Reproduce all the entries beneath this sentence exactly.

Top of MATERIAL FOR THE TASK

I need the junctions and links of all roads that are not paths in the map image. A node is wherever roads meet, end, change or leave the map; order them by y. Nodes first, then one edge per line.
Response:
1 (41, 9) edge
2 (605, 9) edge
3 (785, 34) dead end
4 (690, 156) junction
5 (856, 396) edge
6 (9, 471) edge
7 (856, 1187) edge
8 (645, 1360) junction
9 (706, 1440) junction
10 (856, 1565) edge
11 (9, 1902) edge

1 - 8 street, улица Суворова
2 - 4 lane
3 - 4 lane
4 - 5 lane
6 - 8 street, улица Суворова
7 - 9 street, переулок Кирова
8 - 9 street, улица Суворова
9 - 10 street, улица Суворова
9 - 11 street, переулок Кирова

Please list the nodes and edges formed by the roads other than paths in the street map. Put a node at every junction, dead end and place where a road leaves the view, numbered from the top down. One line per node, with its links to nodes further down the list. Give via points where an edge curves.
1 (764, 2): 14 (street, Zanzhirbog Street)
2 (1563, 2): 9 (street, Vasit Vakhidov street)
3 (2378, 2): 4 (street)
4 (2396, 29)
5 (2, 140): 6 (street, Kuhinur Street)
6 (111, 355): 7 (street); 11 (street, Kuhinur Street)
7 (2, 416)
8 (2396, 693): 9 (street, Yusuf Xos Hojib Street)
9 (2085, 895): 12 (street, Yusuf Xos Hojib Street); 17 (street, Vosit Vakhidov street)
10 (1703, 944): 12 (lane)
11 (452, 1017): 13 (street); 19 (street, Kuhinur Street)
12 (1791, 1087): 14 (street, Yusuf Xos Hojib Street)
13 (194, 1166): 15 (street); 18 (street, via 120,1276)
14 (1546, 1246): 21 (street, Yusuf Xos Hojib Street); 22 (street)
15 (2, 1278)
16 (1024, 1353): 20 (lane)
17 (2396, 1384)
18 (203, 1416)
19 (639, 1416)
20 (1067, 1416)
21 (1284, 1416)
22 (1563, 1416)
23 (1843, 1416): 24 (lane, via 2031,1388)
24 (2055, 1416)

Bottom of MATERIAL FOR THE TASK

WRITTEN RESPONSE
I need the junctions and links of all roads that are not paths in the map image. A node is wherever roads meet, end, change or leave the map; order them by y. Nodes first, then one edge per line.
Response:
1 (41, 9) edge
2 (605, 9) edge
3 (785, 34) dead end
4 (690, 156) junction
5 (856, 396) edge
6 (9, 471) edge
7 (856, 1187) edge
8 (645, 1360) junction
9 (706, 1440) junction
10 (856, 1565) edge
11 (9, 1902) edge

1 - 8 street, улица Суворова
2 - 4 lane
3 - 4 lane
4 - 5 lane
6 - 8 street, улица Суворова
7 - 9 street, переулок Кирова
8 - 9 street, улица Суворова
9 - 10 street, улица Суворова
9 - 11 street, переулок Кирова

Please list the nodes and edges formed by the roads other than paths in the street map. Put a node at every junction, dead end and place where a road leaves the view, numbered from the top down. One line per node, with its links to nodes further down the list. Give via points where an edge curves.
1 (764, 2): 14 (street, Zanzhirbog Street)
2 (1563, 2): 9 (street, Vasit Vakhidov street)
3 (2378, 2): 4 (street)
4 (2396, 29)
5 (2, 140): 6 (street, Kuhinur Street)
6 (111, 355): 7 (street); 11 (street, Kuhinur Street)
7 (2, 416)
8 (2396, 693): 9 (street, Yusuf Xos Hojib Street)
9 (2085, 895): 12 (street, Yusuf Xos Hojib Street); 17 (street, Vosit Vakhidov street)
10 (1703, 944): 12 (lane)
11 (452, 1017): 13 (street); 19 (street, Kuhinur Street)
12 (1791, 1087): 14 (street, Yusuf Xos Hojib Street)
13 (194, 1166): 15 (street); 18 (street, via 120,1276)
14 (1546, 1246): 21 (street, Yusuf Xos Hojib Street); 22 (street)
15 (2, 1278)
16 (1024, 1353): 20 (lane)
17 (2396, 1384)
18 (203, 1416)
19 (639, 1416)
20 (1067, 1416)
21 (1284, 1416)
22 (1563, 1416)
23 (1843, 1416): 24 (lane, via 2031,1388)
24 (2055, 1416)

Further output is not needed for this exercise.